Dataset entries
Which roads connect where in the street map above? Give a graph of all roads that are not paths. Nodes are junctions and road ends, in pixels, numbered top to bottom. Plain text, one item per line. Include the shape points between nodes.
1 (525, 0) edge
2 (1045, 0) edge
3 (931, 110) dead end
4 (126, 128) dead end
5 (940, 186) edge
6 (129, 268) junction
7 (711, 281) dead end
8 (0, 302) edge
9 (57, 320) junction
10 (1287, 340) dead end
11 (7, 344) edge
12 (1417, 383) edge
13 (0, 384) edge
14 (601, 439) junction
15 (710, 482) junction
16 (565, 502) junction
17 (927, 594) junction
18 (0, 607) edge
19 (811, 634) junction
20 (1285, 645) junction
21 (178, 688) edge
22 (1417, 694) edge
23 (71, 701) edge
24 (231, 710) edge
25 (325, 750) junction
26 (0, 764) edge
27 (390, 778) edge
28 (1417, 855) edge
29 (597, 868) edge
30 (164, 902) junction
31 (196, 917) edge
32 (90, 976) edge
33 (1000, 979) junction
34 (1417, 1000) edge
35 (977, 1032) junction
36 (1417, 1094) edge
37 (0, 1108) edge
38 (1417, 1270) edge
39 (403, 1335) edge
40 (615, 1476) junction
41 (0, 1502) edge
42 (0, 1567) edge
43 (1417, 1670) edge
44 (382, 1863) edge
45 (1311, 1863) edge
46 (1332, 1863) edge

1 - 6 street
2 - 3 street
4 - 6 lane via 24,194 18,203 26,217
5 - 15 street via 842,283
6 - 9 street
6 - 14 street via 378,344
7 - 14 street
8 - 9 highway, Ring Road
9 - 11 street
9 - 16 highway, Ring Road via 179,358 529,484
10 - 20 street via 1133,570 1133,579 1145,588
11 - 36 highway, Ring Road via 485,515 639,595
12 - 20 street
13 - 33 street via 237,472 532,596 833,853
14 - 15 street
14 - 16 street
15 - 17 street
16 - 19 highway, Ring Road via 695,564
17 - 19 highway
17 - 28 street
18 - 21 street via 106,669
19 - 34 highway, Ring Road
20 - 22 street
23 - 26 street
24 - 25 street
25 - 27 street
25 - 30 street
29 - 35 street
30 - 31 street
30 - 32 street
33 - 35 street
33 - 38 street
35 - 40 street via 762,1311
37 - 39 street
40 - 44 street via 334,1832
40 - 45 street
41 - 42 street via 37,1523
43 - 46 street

Exercise goal:
Quote each line of the data above exactly as written.

Solved exercise:
Which roads connect where in the street map above? Give a graph of all roads that are not paths. Nodes are junctions and road ends, in pixels, numbered top to bottom. Plain text, one item per line. Include the shape points between nodes.
1 (525, 0) edge
2 (1045, 0) edge
3 (931, 110) dead end
4 (126, 128) dead end
5 (940, 186) edge
6 (129, 268) junction
7 (711, 281) dead end
8 (0, 302) edge
9 (57, 320) junction
10 (1287, 340) dead end
11 (7, 344) edge
12 (1417, 383) edge
13 (0, 384) edge
14 (601, 439) junction
15 (710, 482) junction
16 (565, 502) junction
17 (927, 594) junction
18 (0, 607) edge
19 (811, 634) junction
20 (1285, 645) junction
21 (178, 688) edge
22 (1417, 694) edge
23 (71, 701) edge
24 (231, 710) edge
25 (325, 750) junction
26 (0, 764) edge
27 (390, 778) edge
28 (1417, 855) edge
29 (597, 868) edge
30 (164, 902) junction
31 (196, 917) edge
32 (90, 976) edge
33 (1000, 979) junction
34 (1417, 1000) edge
35 (977, 1032) junction
36 (1417, 1094) edge
37 (0, 1108) edge
38 (1417, 1270) edge
39 (403, 1335) edge
40 (615, 1476) junction
41 (0, 1502) edge
42 (0, 1567) edge
43 (1417, 1670) edge
44 (382, 1863) edge
45 (1311, 1863) edge
46 (1332, 1863) edge

1 - 6 street
2 - 3 street
4 - 6 lane via 24,194 18,203 26,217
5 - 15 street via 842,283
6 - 9 street
6 - 14 street via 378,344
7 - 14 street
8 - 9 highway, Ring Road
9 - 11 street
9 - 16 highway, Ring Road via 179,358 529,484
10 - 20 street via 1133,570 1133,579 1145,588
11 - 36 highway, Ring Road via 485,515 639,595
12 - 20 street
13 - 33 street via 237,472 532,596 833,853
14 - 15 street
14 - 16 street
15 - 17 street
16 - 19 highway, Ring Road via 695,564
17 - 19 highway
17 - 28 street
18 - 21 street via 106,669
19 - 34 highway, Ring Road
20 - 22 street
23 - 26 street
24 - 25 street
25 - 27 street
25 - 30 street
29 - 35 street
30 - 31 street
30 - 32 street
33 - 35 street
33 - 38 street
35 - 40 street via 762,1311
37 - 39 street
40 - 44 street via 334,1832
40 - 45 street
41 - 42 street via 37,1523
43 - 46 street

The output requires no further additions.